> _LISTED ENTRIES_:

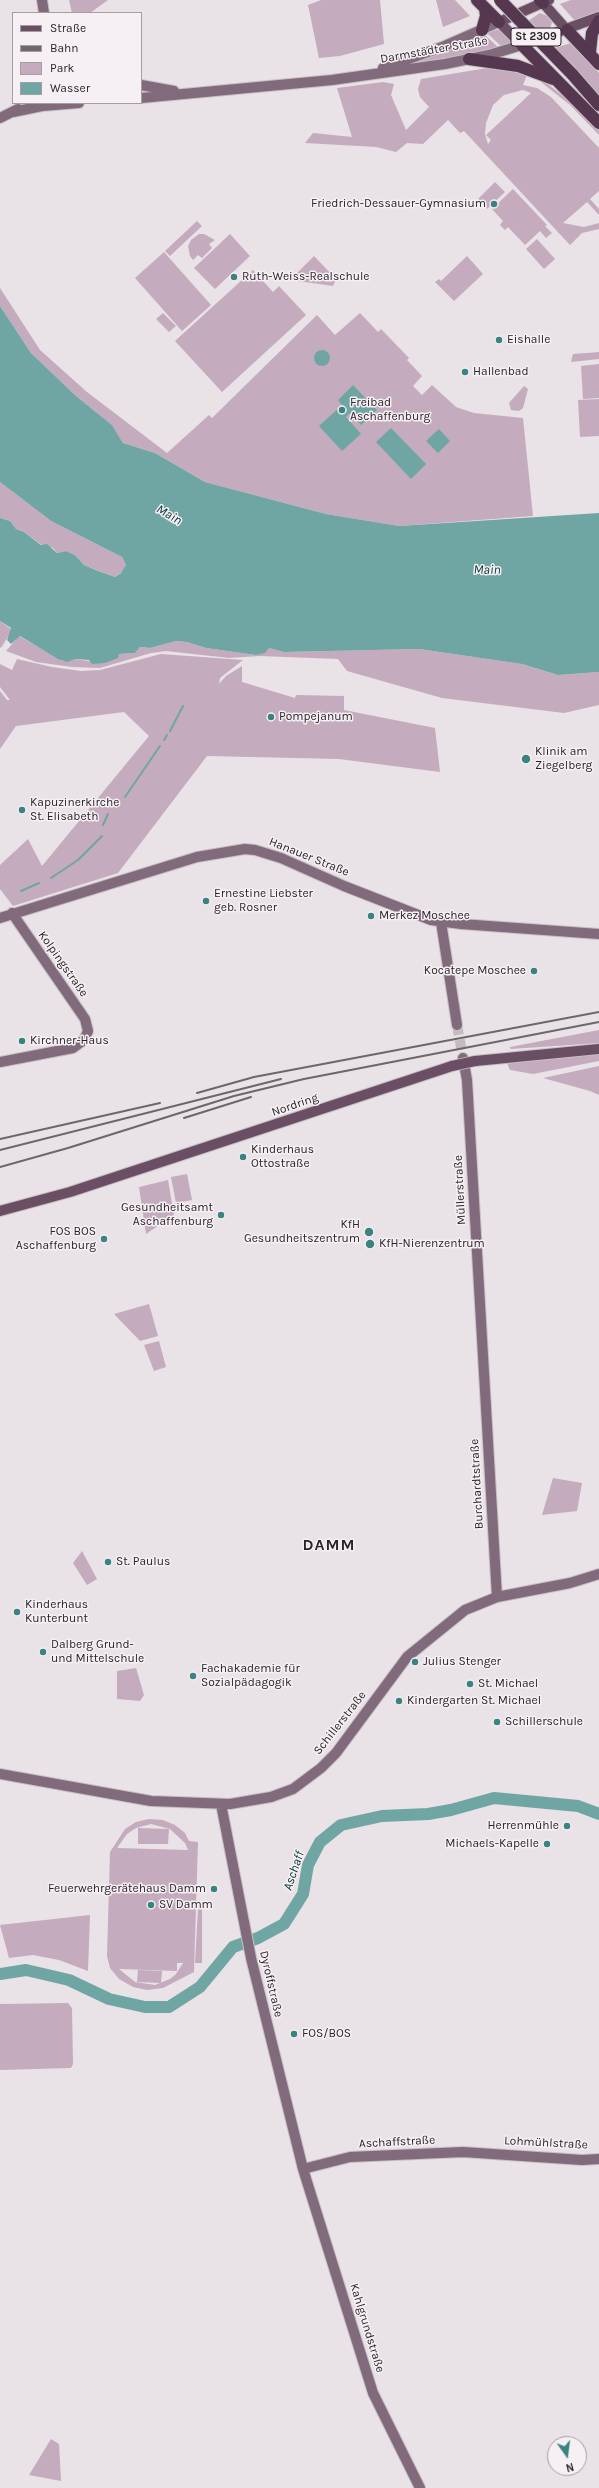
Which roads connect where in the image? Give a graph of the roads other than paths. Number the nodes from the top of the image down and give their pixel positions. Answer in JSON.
{"nodes":[{"id":1,"x":42,"y":0,"type":"edge"},
{"id":2,"x":500,"y":0,"type":"edge"},
{"id":3,"x":544,"y":1,"type":"edge"},
{"id":4,"x":481,"y":4,"type":"edge"},
{"id":5,"x":525,"y":11,"type":"junction"},
{"id":6,"x":44,"y":12,"type":"edge"},
{"id":7,"x":599,"y":17,"type":"edge"},
{"id":8,"x":599,"y":21,"type":"edge"},
{"id":9,"x":499,"y":22,"type":"junction"},
{"id":10,"x":482,"y":30,"type":"junction"},
{"id":11,"x":567,"y":30,"type":"junction"},
{"id":12,"x":522,"y":44,"type":"junction"},
{"id":13,"x":590,"y":52,"type":"junction"},
{"id":14,"x":469,"y":59,"type":"junction"},
{"id":15,"x":599,"y":64,"type":"edge"},
{"id":16,"x":362,"y":75,"type":"junction"},
{"id":17,"x":557,"y":80,"type":"junction"},
{"id":18,"x":142,"y":85,"type":"edge"},
{"id":19,"x":182,"y":93,"type":"junction"},
{"id":20,"x":142,"y":98,"type":"edge"},
{"id":21,"x":24,"y":104,"type":"edge"},
{"id":22,"x":67,"y":104,"type":"edge"},
{"id":23,"x":599,"y":106,"type":"edge"},
{"id":24,"x":7,"y":115,"type":"edge"},
{"id":25,"x":599,"y":123,"type":"edge"},
{"id":26,"x":12,"y":913,"type":"junction"},
{"id":27,"x":0,"y":918,"type":"edge"},
{"id":28,"x":440,"y":922,"type":"junction"},
{"id":29,"x":599,"y":934,"type":"edge"},
{"id":30,"x":457,"y":1025,"type":"tunnel mouth"},
{"id":31,"x":599,"y":1049,"type":"edge"},
{"id":32,"x":463,"y":1058,"type":"tunnel mouth"},
{"id":33,"x":0,"y":1062,"type":"edge"},
{"id":34,"x":1,"y":1210,"type":"edge"},
{"id":35,"x":484,"y":1369,"type":"joint"},
{"id":36,"x":599,"y":1574,"type":"edge"},
{"id":37,"x":497,"y":1597,"type":"junction"},
{"id":38,"x":0,"y":1774,"type":"edge"},
{"id":39,"x":221,"y":1804,"type":"junction"},
{"id":40,"x":492,"y":2153,"type":"joint"},
{"id":41,"x":599,"y":2159,"type":"edge"},
{"id":42,"x":304,"y":2169,"type":"junction"},
{"id":43,"x":420,"y":2488,"type":"edge"}],
"edges":[{"from":1,"to":6,"type":"main road"},
{"from":2,"to":23,"type":"highway","number":"St 2309","bridge":true},
{"from":3,"to":5,"type":"main road","name":"Darmstädter Straße"},
{"from":3,"to":11,"type":"main road"},
{"from":4,"to":9,"type":"highway"},
{"from":4,"to":10,"type":"highway"},
{"from":5,"to":9,"type":"main road","name":"Darmstädter Straße"},
{"from":5,"to":12,"type":"main road"},
{"from":7,"to":11,"type":"main road","name":"Darmstädter Straße"},
{"from":8,"to":13,"type":"highway"},
{"from":9,"to":10,"type":"main road","name":"Darmstädter Straße"},
{"from":9,"to":12,"type":"main road"},
{"from":10,"to":16,"type":"main road","name":"Darmstädter Straße"},
{"from":11,"to":12,"type":"main road","name":"Darmstädter Straße"},
{"from":11,"to":13,"type":"highway"},
{"from":12,"to":14,"type":"main road","name":"Darmstädter Straße"},
{"from":12,"to":17,"type":"highway"},
{"from":13,"to":15,"type":"highway"},
{"from":14,"to":16,"type":"main road","name":"Darmstädter Straße"},
{"from":14,"to":17,"type":"highway"},
{"from":16,"to":19,"type":"main road","name":"Darmstädter Straße"},
{"from":17,"to":25,"type":"highway"},
{"from":18,"to":19,"type":"main road","name":"Darmstädter Straße"},
{"from":19,"to":20,"type":"main road","name":"Darmstädter Straße"},
{"from":21,"to":24,"type":"main road"},
{"from":22,"to":24,"type":"main road"},
{"from":26,"to":27,"type":"main road","name":"Hanauer Straße"},
{"from":26,"to":28,"type":"main road","name":"Hanauer Straße"},
{"from":26,"to":33,"type":"main road","name":"Kolpingstraße"},
{"from":28,"to":29,"type":"main road","name":"Hanauer Straße"},
{"from":28,"to":30,"type":"main road"},
{"from":31,"to":34,"type":"main road","name":"Nordring","bridge":true},
{"from":32,"to":35,"type":"main road","name":"Müllerstraße"},
{"from":35,"to":37,"type":"main road","name":"Burchardtstraße"},
{"from":36,"to":37,"type":"main road","name":"Schillerstraße"},
{"from":37,"to":39,"type":"main road","name":"Schillerstraße"},
{"from":38,"to":39,"type":"main road","name":"Schillerstraße"},
{"from":39,"to":42,"type":"main road","name":"Dyroffstraße"},
{"from":40,"to":41,"type":"main road","name":"Lohmühlstraße"},
{"from":40,"to":42,"type":"main road","name":"Aschaffstraße"},
{"from":42,"to":43,"type":"main road","name":"Kahlgrundstraße"}]}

> _ACTIVITY_: Every line holding the string "bridge" should be copied here, so please find those lines in the data.

> _RESPONSE BELOW_:
{"from":2,"to":23,"type":"highway","number":"St 2309","bridge":true},
{"from":31,"to":34,"type":"main road","name":"Nordring","bridge":true},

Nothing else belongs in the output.